Hours stretch into days as you pass through mile after mile of fetid swamp, watching and hoping for some vision of civilization. At noon of the second day, you catch a glimpse of your first sight: the high peak of some vast tower rising out of the muck miles and miles away to the southwest; an hour later, when you catch sight of it again, you see now that it is in fact a colossal ziggurat of unimaginable and incalculable size. It is only then that you realize what must lie beyond the swamp; beyond this stinking and insect-swarmed terror can only be the fabled First City, great Ur-Hadad, the jewel, tarnished though she may be, of mankind's collected realms. Your head abuzz with dreams of the wonders and splendors, treasures and pleasures that this great city may offer, you hasten your pace at the oar, each row bringing you closer to what may lie inside the First City's high walls.
It is nightfall before your first glimpse of the Usud Usal, a high wall that separates the city proper from the trackless swamp beyond. Here, built up against the wall like a lean-to shed, the village of Mustertown huddles close to Ur-Hadad's westernmost gate. The city proper may be rock and plaster, marble and metal, but Mustertown, shelter for the commoners, rogues and miscreants deemed unworthy for entry to the great city, is a moldering mass of crudely-cut and salvaged wooden planks that swell with the surrounding humidity. It is here, at least, that you may finally find some respite after your long ordeal in the harrowing swamps.

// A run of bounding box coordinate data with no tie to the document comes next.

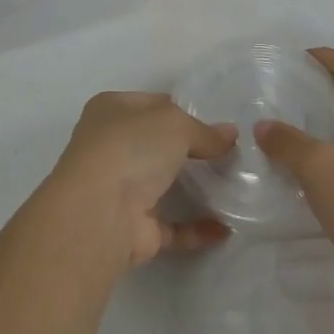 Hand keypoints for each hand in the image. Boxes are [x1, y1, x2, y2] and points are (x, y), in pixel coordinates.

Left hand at [47, 92, 237, 268]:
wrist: (99, 214)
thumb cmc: (130, 148)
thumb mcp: (175, 124)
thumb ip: (204, 131)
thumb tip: (230, 135)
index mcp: (111, 110)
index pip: (152, 104)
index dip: (183, 110)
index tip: (216, 122)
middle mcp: (111, 147)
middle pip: (158, 145)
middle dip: (191, 150)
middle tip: (231, 155)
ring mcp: (120, 190)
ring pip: (163, 185)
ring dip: (195, 189)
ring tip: (234, 187)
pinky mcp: (133, 229)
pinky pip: (172, 226)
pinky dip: (196, 228)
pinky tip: (225, 227) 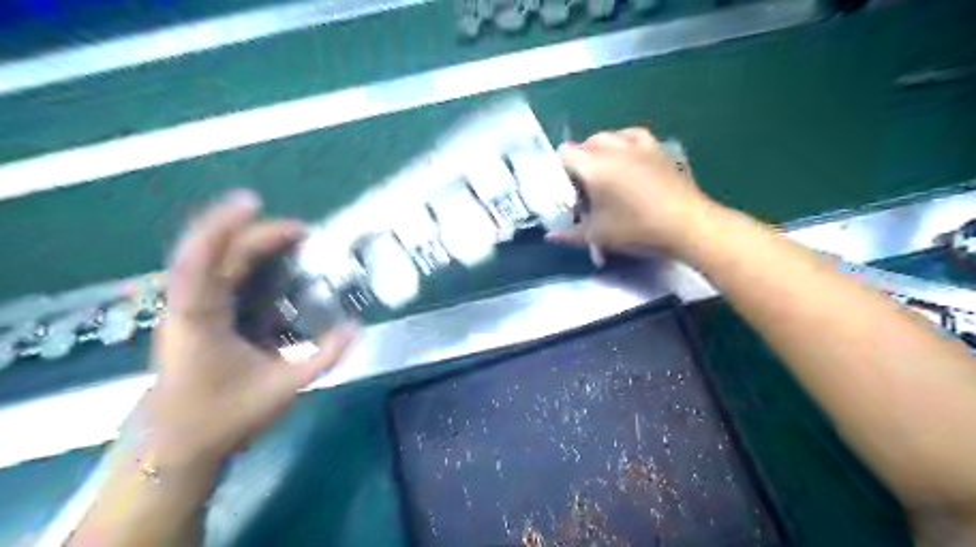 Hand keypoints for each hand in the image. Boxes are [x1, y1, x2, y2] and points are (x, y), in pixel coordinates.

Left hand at [143, 189, 357, 468]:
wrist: (178, 444)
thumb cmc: (224, 416)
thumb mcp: (283, 388)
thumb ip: (324, 357)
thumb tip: (355, 327)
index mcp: (199, 319)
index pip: (201, 261)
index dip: (223, 226)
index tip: (255, 203)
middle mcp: (190, 306)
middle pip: (216, 252)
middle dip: (259, 234)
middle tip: (304, 232)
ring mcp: (193, 309)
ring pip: (217, 260)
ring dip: (254, 244)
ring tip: (294, 240)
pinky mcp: (202, 316)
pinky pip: (224, 277)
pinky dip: (251, 264)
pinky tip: (279, 267)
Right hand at [548, 127, 709, 255]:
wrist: (686, 225)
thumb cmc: (636, 229)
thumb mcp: (598, 235)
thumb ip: (569, 234)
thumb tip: (549, 237)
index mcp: (594, 167)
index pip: (565, 154)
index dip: (558, 168)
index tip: (561, 187)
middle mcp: (613, 149)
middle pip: (585, 143)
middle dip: (578, 159)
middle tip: (580, 184)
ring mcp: (638, 146)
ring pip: (609, 136)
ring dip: (599, 149)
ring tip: (601, 168)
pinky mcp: (657, 149)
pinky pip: (633, 136)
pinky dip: (624, 142)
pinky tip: (626, 155) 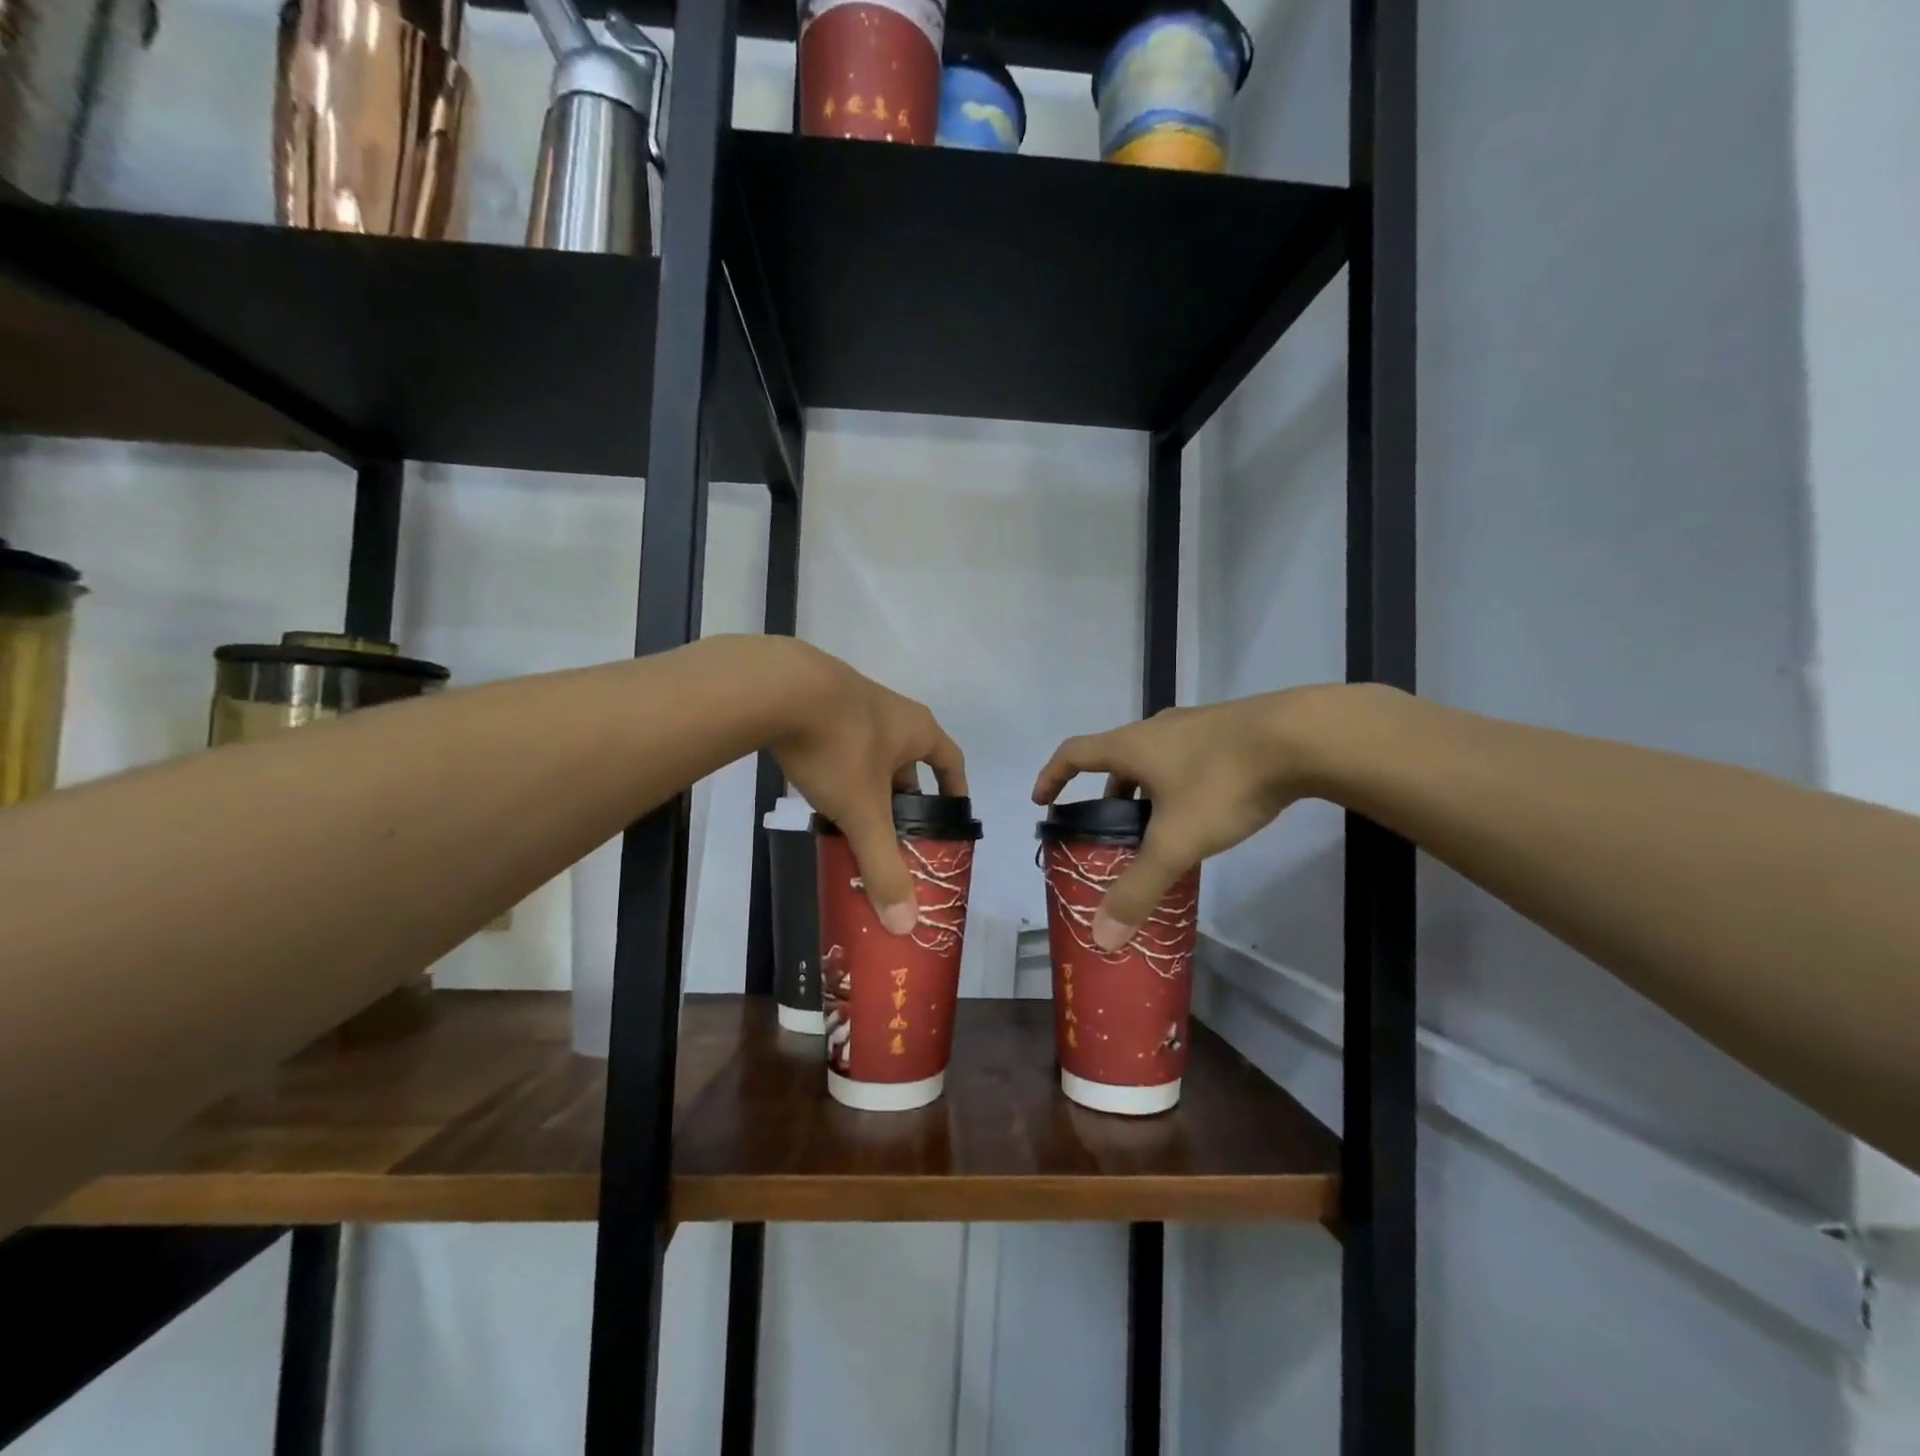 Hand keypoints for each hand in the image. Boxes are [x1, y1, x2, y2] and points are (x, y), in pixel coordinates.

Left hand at [767, 644, 966, 936]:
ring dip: (867, 783)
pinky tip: (816, 787)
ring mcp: (853, 700)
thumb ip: (883, 864)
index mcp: (918, 730)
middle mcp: (893, 711)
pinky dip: (836, 767)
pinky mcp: (816, 699)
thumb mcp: (863, 811)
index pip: (951, 761)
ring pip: (870, 751)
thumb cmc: (839, 746)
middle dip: (903, 798)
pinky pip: (838, 740)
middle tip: (894, 834)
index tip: (951, 818)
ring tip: (853, 818)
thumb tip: (905, 924)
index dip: (955, 790)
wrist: (777, 687)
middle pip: (908, 760)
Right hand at [1032, 690, 1342, 950]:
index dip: (1052, 776)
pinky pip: (1186, 758)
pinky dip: (1176, 783)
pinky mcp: (1228, 731)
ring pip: (1154, 758)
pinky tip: (1203, 810)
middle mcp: (1156, 729)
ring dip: (1143, 789)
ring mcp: (1195, 726)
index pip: (1073, 753)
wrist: (1302, 737)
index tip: (1042, 801)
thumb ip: (1139, 888)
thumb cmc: (1224, 782)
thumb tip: (1101, 937)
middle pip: (1115, 757)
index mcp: (1131, 746)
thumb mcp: (1177, 841)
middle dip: (1104, 793)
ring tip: (1156, 826)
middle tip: (1107, 828)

In my Game of Taps campaign, the First City of Ur-Hadad fills the role of "campaign mega-metropolis," like Waterdeep, the City of Greyhawk, or Goodman Games' own Punjar. I plan on borrowing liberally from these other metropolises as makes sense, as well as from Purple Sorcerer's "Sunken City" series (I friggin' love the idea of Mustertown and am importing it and the swamp surrounding it whole cloth). I wrote this little bit as the players' first glimpse of the First City, but a lot more information will make it into their hands and yours as it is written.